The Fifteen and Thirty Day Rule

The grace period is a specific window after your due date where your policy remains active for claims. If you pay your premiums annually, you usually get a 30-day grace period. For those paying monthly or quarterly, this buffer is often 15 days. It is a mandatory feature. It is not a favor from the insurer. During this time, the insurer cannot technically reject your claim just because the premium is late. They are legally bound to honor valid medical or life insurance claims. However, there is a small financial adjustment. If you file a claim of ₹2,00,000 and your pending premium is ₹15,000, the company will simply deduct that ₹15,000 from your final payout. You get the rest. It is a fair trade for being late.

Why the Grace Period is Your NCB Shield

Losing your cover is one thing. Losing your hard-earned benefits is another. Many young Indians forget about the No Claim Bonus (NCB). If you have been healthy and haven't claimed for three years, your ₹5 lakh cover might have grown to ₹7.5 lakh without extra cost. If you renew within the grace period, this bonus stays intact. If you miss the window even by a day after the grace period ends, that bonus vanishes. You start from scratch. You effectively lose thousands of rupees in free coverage because of a calendar oversight. Renewing on time or within the buffer is the only way to protect this asset.

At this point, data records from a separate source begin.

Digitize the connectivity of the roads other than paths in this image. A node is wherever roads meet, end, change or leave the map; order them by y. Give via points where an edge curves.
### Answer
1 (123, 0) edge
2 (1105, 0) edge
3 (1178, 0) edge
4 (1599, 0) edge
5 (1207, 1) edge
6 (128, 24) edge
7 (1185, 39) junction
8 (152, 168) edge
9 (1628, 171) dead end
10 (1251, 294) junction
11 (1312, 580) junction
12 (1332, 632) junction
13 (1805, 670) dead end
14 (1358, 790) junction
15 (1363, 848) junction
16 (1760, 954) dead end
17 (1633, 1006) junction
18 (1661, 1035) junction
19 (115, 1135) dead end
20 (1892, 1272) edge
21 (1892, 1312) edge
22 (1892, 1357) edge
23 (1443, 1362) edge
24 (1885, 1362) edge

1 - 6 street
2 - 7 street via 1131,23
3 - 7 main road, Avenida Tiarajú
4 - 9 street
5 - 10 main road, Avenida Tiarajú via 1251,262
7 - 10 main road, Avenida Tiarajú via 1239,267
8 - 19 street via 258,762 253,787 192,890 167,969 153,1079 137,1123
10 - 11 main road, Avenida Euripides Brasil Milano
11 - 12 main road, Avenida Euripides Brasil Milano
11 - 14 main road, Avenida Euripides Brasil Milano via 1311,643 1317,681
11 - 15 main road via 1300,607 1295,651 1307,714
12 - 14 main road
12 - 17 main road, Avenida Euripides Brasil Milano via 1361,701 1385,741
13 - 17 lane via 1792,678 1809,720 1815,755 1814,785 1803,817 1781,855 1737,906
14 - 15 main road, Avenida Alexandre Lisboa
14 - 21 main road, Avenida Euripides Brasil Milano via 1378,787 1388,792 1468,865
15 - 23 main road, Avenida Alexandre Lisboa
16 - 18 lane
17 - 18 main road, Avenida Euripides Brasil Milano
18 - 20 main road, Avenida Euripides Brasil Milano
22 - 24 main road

The Hidden Hurdle: Cashless Approvals

Here is a reality check. While your claim is valid, getting a 'cashless' approval during the grace period is difficult. When the hospital sends a pre-authorization request, the insurer’s system might flag your policy as "Premium Pending." The TPA might ask you to pay the hospital bill upfront and then file for reimbursement. This can be a huge stress if you don't have liquid cash ready. To avoid this, always keep a record of your grace period status. If you are in an emergency, try to make the premium payment online immediately before the hospital sends the papers. It might clear the system faster.

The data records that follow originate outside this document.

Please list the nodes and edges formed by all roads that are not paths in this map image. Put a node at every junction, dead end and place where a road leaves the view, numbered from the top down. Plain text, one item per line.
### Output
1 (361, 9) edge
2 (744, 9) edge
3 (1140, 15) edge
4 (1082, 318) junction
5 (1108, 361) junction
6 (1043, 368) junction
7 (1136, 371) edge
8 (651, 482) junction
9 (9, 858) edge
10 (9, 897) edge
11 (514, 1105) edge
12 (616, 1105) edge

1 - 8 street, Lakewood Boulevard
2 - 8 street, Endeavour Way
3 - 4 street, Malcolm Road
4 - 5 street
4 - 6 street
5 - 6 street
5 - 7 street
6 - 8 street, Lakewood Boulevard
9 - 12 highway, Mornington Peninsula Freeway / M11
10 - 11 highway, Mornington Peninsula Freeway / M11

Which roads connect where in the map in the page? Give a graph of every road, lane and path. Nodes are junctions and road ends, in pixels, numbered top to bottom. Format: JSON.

The Danger of a Policy Lapse

Missing the grace period entirely is a disaster. Once the policy lapses, it is not just about paying the premium anymore. The insurer might treat you like a brand-new customer. This means your waiting periods for pre-existing diseases (PED) reset. If you had already completed three years of a four-year waiting period for a thyroid condition, a lapse means you start at year zero again. You might also be asked to undergo fresh medical checkups. If your health has declined since you first bought the policy, the insurer could increase your premium rates or add new exclusions. At OneAssure, we often see customers shocked by how much more expensive a policy becomes after a lapse compared to a simple timely renewal.

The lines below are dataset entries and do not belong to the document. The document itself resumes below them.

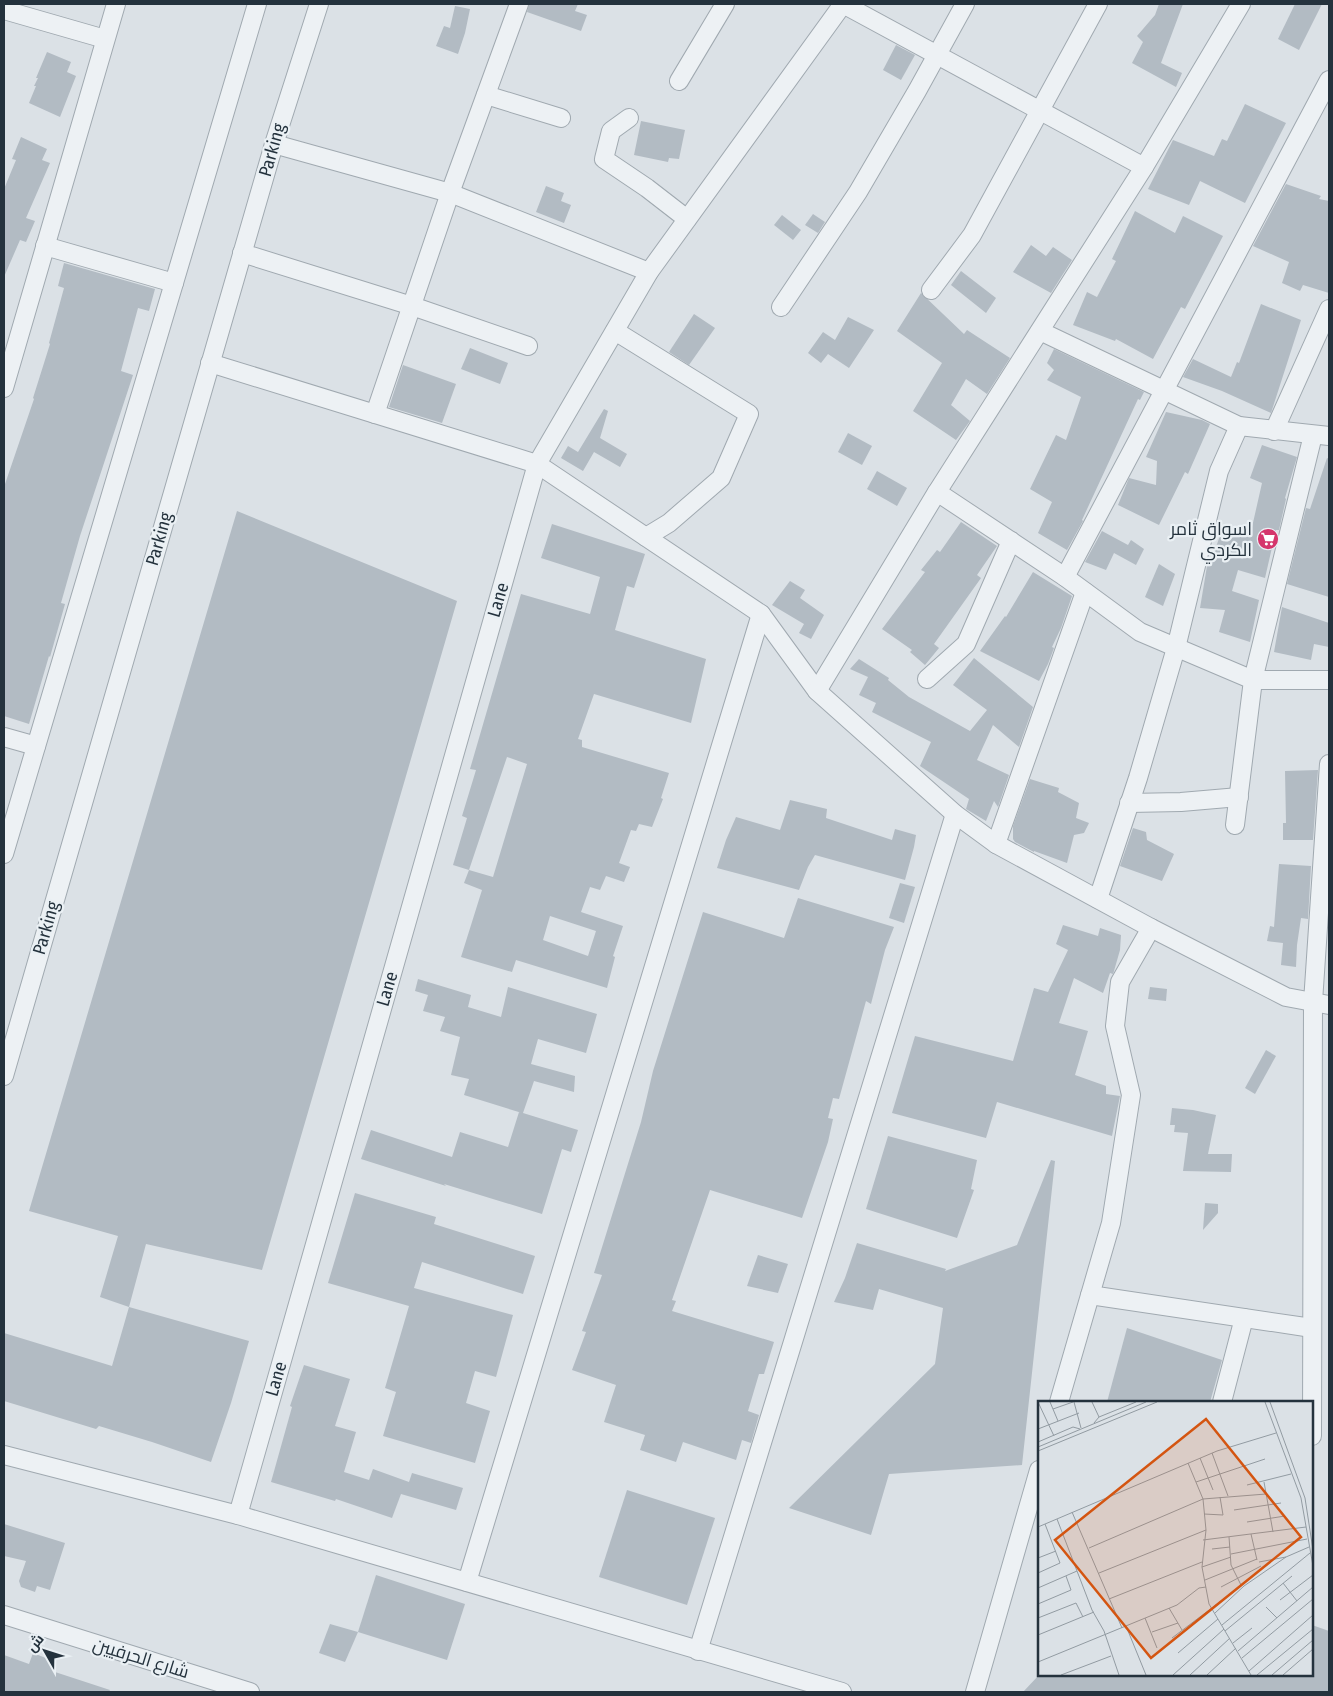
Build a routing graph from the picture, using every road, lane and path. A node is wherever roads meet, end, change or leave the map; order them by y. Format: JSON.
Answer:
{"nodes":[{"id":1,"x":116,"y":4,"type":"edge"},
{"id":2,"x":257,"y":4,"type":"edge"},
{"id":3,"x":319,"y":4,"type":"edge"},
{"id":4,"x":519,"y":4,"type":"edge"},
{"id":5,"x":725,"y":4,"type":"edge"},
{"id":6,"x":843,"y":4,"type":"edge"},
{"id":7,"x":965,"y":4,"type":"edge"},
{"id":8,"x":1098,"y":4,"type":"edge"},
{"id":9,"x":1240,"y":4,"type":"edge"},
{"id":10,"x":4,"y":10,"type":"edge"},
{"id":11,"x":106,"y":39,"type":"junction"},
{"id":12,"x":937,"y":55,"type":"junction"},
{"id":13,"x":679,"y":80,"type":"dead end"},
{"id":14,"x":1329,"y":80,"type":"edge"},
{"id":15,"x":486,"y":95,"type":"junction"},
{"id":16,"x":1040,"y":110,"type":"junction"},
{"id":17,"x":561,"y":118,"type":"dead end"},
{"id":18,"x":629,"y":118,"type":"dead end"},
{"id":19,"x":274,"y":144,"type":"junction"},
{"id":20,"x":1144,"y":167,"type":"junction"},
{"id":21,"x":450,"y":193,"type":"junction"},
{"id":22,"x":687,"y":219,"type":"junction"},
{"id":23,"x":45,"y":246,"type":"junction"},
{"id":24,"x":242,"y":253,"type":"junction"},
{"id":25,"x":649,"y":272,"type":"junction"},
{"id":26,"x":174,"y":283,"type":"junction"},
{"id":27,"x":931,"y":290,"type":"dead end"},
{"id":28,"x":412,"y":306,"type":"junction"},
{"id":29,"x":781,"y":307,"type":"dead end"},
{"id":30,"x":1329,"y":309,"type":"edge"},
{"id":31,"x":614,"y":331,"type":"junction"},
{"id":32,"x":1040,"y":331,"type":"junction"},
{"id":33,"x":528,"y":346,"type":"dead end"},
{"id":34,"x":210,"y":363,"type":"junction"},
{"id":35,"x":4,"y":388,"type":"edge"},
{"id":36,"x":1165,"y":390,"type":"junction"},
{"id":37,"x":375,"y":414,"type":"junction"},
{"id":38,"x":1239,"y":426,"type":"junction"},
{"id":39,"x":1274,"y":431,"type":"junction"},
{"id":40,"x":1321,"y":436,"type":"edge"},
{"id":41,"x":537,"y":464,"type":"junction"},
{"id":42,"x":937,"y":492,"type":"junction"},
{"id":43,"x":646,"y":537,"type":"junction"},
{"id":44,"x":1011,"y":541,"type":"junction"},
{"id":45,"x":1065,"y":577,"type":"junction"},
{"id":46,"x":1085,"y":592,"type":"junction"},
{"id":47,"x":761,"y":614,"type":"junction"},
{"id":48,"x":1176,"y":648,"type":"junction"},
{"id":49,"x":927,"y":679,"type":"dead end"},
{"id":50,"x":1253,"y":680,"type":"junction"},
{"id":51,"x":1329,"y":680,"type":"edge"},
{"id":52,"x":816,"y":691,"type":"junction"},
{"id":53,"x":4,"y":737,"type":"edge"},
{"id":54,"x":36,"y":746,"type":"junction"},
{"id":55,"x":1329,"y":764,"type":"edge"},
{"id":56,"x":1239,"y":797,"type":"junction"},
{"id":57,"x":1129,"y":803,"type":"junction"},
{"id":58,"x":955,"y":814,"type":"junction"},
{"id":59,"x":1235,"y":825,"type":"dead end"},
{"id":60,"x":996,"y":844,"type":"junction"},
{"id":61,"x":4,"y":854,"type":"edge"},
{"id":62,"x":1098,"y":899,"type":"junction"},
{"id":63,"x":1151,"y":928,"type":"junction"},
{"id":64,"x":1321,"y":1003,"type":"edge"},
{"id":65,"x":4,"y":1076,"type":"edge"},
{"id":66,"x":1090,"y":1295,"type":"junction"},
{"id":67,"x":1244,"y":1318,"type":"junction"},
{"id":68,"x":1312,"y":1328,"type":"junction"},
{"id":69,"x":1059,"y":1401,"type":"edge"},
{"id":70,"x":1222,"y":1401,"type":"edge"},
{"id":71,"x":1312,"y":1401,"type":"edge"},
{"id":72,"x":4,"y":1455,"type":"edge"},
{"id":73,"x":1038,"y":1478,"type":"edge"},
{"id":74,"x":238,"y":1515,"type":"junction"},
{"id":75,"x":1033,"y":1518,"type":"edge"},
{"id":76,"x":467,"y":1582,"type":"junction"},
{"id":77,"x":4,"y":1615,"type":"edge"},
{"id":78,"x":698,"y":1651,"type":"junction"},
{"id":79,"x":250,"y":1692,"type":"edge"},
{"id":80,"x":842,"y":1692,"type":"edge"},
{"id":81,"x":975,"y":1692,"type":"edge"}],
"edges":[{"from":1,"to":11,"type":"street"},
{"from":2,"to":26,"type":"street"},
{"from":3,"to":19,"type":"street","name":"Parking"},
{"from":4,"to":15,"type":"street"},
{"from":5,"to":13,"type":"street"},
{"from":6,"to":12,"type":"street"},
{"from":6,"to":22,"type":"street","name":"Lane"},
{"from":7,"to":12,"type":"street"},
{"from":8,"to":16,"type":"street"},
{"from":9,"to":20,"type":"street"},
{"from":10,"to":11,"type":"street"},
{"from":11,"to":23,"type":"street"},
{"from":12,"to":16,"type":"street"},
{"from":12,"to":29,"type":"street"},
{"from":14,"to":36,"type":"street"},
{"from":15,"to":17,"type":"street"},
{"from":15,"to":21,"type":"street"},
{"from":16,"to":20,"type":"street"},
{"from":16,"to":27,"type":"street"},
{"from":18,"to":22,"type":"street"},
{"from":19,"to":21,"type":"street"},
{"from":19,"to":24,"type":"street","name":"Parking"},
{"from":20,"to":32,"type":"street"},
{"from":21,"to":25,"type":"street"},
{"from":21,"to":28,"type":"street"},
{"from":22,"to":25,"type":"street","name":"Lane"},
{"from":23,"to":26,"type":"street"},
{"from":23,"to":35,"type":"street"},
{"from":24,"to":28,"type":"street"},
{"from":24,"to":34,"type":"street","name":"Parking"},
{"from":25,"to":31,"type":"street","name":"Lane"},
{"from":26,"to":54,"type":"street"},
{"from":28,"to":33,"type":"street"},
{"from":28,"to":37,"type":"street"},
{"from":30,"to":39,"type":"street"},
{"from":31,"to":41,"type":"street","name":"Lane"},
{"from":31,"to":43,"type":"street"},
{"from":32,"to":36,"type":"street"},
{"from":32,"to":42,"type":"street"},
{"from":34,"to":37,"type":"street"},
{"from":34,"to":65,"type":"street","name":"Parking"},
{"from":36,"to":38,"type":"street"},
{"from":36,"to":45,"type":"street"},
{"from":37,"to":41,"type":"street"},
{"from":38,"to":39,"type":"street"},
{"from":38,"to":48,"type":"street"},
{"from":39,"to":40,"type":"street"},
{"from":40,"to":50,"type":"street"},
{"from":41,"to":43,"type":"street"},
{"from":41,"to":74,"type":"street","name":"Lane"},
{"from":42,"to":44,"type":"street"},
{"from":42,"to":52,"type":"street"},
{"from":43,"to":47,"type":"street"},
{"from":44,"to":45,"type":"street"},
{"from":44,"to":49,"type":"street"},
{"from":45,"to":46,"type":"street"},
{"from":46,"to":48,"type":"street"},
{"from":46,"to":60,"type":"street"},
{"from":47,"to":52,"type":"street"},
{"from":47,"to":76,"type":"street"},
{"from":48,"to":50,"type":"street"},
{"from":48,"to":57,"type":"street"},
{"from":50,"to":51,"type":"street"},
{"from":50,"to":56,"type":"street"},
{"from":52,"to":58,"type":"street"},
{"from":53,"to":54,"type":"street"},
{"from":54,"to":61,"type":"street"},
{"from":55,"to":64,"type":"street"},
{"from":56,"to":57,"type":"street"},
{"from":56,"to":59,"type":"street"},
{"from":57,"to":62,"type":"street"},
{"from":58,"to":60,"type":"street"},
{"from":58,"to":78,"type":"street"},
{"from":60,"to":62,"type":"street"},
{"from":62,"to":63,"type":"street"},
{"from":63,"to":64,"type":"street"},
{"from":63,"to":66,"type":"street"},
{"from":64,"to":68,"type":"street"},
{"from":66,"to":67,"type":"street"},
{"from":66,"to":69,"type":"street"},
{"from":67,"to":68,"type":"street"},
{"from":67,"to":70,"type":"street"},
{"from":68,"to":71,"type":"street"},
{"from":72,"to":74,"type":"street"},
{"from":73,"to":75,"type":"street"},
{"from":74,"to":76,"type":"street"},
{"from":75,"to":81,"type":"street"},
{"from":76,"to":78,"type":"street"},
{"from":77,"to":79,"type":"street","name":"شارع الحرفيين"},
{"from":78,"to":80,"type":"street"}]}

Tax Benefits and Auto-Debit

Section 80D tax benefits remain valid if you pay during the grace period. You can still claim that deduction of up to ₹25,000 for yourself and your family. But why deal with the stress? Most Indian banks and insurance apps now offer easy auto-debit setups. Setting this up takes two minutes. It removes the human error of forgetting a date. It ensures you never have to worry about whether a claim will be paid while you are standing in a hospital lobby.